WORKING DATA:
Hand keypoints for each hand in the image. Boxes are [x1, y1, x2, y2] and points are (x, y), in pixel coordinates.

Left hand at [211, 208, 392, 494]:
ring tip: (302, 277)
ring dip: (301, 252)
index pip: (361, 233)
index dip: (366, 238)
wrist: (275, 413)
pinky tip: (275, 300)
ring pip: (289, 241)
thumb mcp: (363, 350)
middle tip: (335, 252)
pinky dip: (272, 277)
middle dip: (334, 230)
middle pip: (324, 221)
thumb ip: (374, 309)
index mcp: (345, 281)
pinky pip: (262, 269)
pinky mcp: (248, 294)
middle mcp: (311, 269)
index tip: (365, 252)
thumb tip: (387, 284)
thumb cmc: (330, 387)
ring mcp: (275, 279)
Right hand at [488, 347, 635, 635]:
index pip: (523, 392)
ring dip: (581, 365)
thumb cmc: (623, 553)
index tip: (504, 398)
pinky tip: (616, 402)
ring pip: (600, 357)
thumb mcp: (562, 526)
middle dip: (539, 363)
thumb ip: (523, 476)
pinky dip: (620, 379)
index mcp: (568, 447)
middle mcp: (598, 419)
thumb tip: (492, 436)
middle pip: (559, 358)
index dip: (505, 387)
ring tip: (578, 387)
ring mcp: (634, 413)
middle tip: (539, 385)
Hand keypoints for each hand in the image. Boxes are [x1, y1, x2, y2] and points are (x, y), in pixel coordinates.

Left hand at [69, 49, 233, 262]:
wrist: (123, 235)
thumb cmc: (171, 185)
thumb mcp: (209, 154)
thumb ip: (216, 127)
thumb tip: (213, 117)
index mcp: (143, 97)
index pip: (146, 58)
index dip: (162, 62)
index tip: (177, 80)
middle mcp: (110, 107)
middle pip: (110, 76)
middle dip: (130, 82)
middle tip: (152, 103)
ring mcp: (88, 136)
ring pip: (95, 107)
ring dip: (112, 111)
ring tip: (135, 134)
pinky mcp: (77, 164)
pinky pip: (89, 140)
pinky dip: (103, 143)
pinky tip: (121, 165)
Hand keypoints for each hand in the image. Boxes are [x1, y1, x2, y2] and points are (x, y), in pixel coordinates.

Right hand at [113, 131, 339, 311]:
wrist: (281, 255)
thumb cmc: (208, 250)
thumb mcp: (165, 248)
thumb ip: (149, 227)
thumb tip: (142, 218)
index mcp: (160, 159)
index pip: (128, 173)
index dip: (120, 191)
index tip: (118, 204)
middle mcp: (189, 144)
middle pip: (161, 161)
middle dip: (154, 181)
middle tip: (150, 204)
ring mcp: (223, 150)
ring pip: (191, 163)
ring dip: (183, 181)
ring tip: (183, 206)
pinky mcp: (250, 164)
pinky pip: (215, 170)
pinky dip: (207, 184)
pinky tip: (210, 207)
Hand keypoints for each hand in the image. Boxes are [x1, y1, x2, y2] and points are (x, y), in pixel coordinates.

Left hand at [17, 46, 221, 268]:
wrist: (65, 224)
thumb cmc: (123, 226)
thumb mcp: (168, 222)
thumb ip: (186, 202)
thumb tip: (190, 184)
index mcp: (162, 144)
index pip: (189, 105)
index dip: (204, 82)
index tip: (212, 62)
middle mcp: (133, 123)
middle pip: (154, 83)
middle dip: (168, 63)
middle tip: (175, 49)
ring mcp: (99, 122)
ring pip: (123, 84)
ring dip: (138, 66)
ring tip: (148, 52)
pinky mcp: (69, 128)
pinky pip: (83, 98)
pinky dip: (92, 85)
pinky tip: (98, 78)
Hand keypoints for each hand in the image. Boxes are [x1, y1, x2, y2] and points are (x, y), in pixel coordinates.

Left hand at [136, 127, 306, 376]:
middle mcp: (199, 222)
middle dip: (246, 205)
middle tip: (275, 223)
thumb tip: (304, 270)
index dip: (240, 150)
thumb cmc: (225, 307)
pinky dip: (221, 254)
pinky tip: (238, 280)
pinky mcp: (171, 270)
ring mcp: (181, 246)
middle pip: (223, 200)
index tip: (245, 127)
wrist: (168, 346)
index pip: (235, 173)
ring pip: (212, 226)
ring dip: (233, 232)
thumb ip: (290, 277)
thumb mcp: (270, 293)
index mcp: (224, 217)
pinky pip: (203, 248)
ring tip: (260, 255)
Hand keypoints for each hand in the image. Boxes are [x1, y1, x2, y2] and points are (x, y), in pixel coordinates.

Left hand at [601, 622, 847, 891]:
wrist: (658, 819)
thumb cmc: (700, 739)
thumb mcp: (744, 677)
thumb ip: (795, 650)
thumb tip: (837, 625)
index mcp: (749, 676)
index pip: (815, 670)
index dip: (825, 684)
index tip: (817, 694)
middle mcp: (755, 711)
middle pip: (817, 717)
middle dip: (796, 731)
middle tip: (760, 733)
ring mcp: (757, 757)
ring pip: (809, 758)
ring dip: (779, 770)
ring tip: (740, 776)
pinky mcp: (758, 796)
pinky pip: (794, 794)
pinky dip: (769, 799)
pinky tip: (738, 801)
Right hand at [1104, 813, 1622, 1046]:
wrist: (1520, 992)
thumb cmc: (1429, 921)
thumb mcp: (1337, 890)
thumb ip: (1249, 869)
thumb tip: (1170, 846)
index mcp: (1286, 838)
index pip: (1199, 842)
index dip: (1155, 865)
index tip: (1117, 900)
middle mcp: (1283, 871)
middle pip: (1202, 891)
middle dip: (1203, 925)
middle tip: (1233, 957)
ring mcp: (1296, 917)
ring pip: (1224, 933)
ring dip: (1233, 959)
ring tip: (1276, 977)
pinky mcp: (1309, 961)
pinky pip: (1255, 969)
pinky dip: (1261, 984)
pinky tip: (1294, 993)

TASK REQUIREMENTS: Begin at the first line of the records above and quote every line verbatim through the one that contains "pinky dip: (272, 277)".

RESPONSE TO THIS EXERCISE:
Hand keypoints for each hand in the image. Boxes are [x1, y1, x2, y2] and points are (x, y), in pixel coordinates.

Left hand at [211, 208, 392, 494]:
ring tip: (302, 277)
ring dip: (301, 252)
index pip: (361, 233)
index dip: (366, 238)
wrist: (275, 413)
pinky tip: (275, 300)
ring pip: (289, 241)
thumb mcp: (363, 350)
middle tip: (335, 252)
pinky dip: (272, 277)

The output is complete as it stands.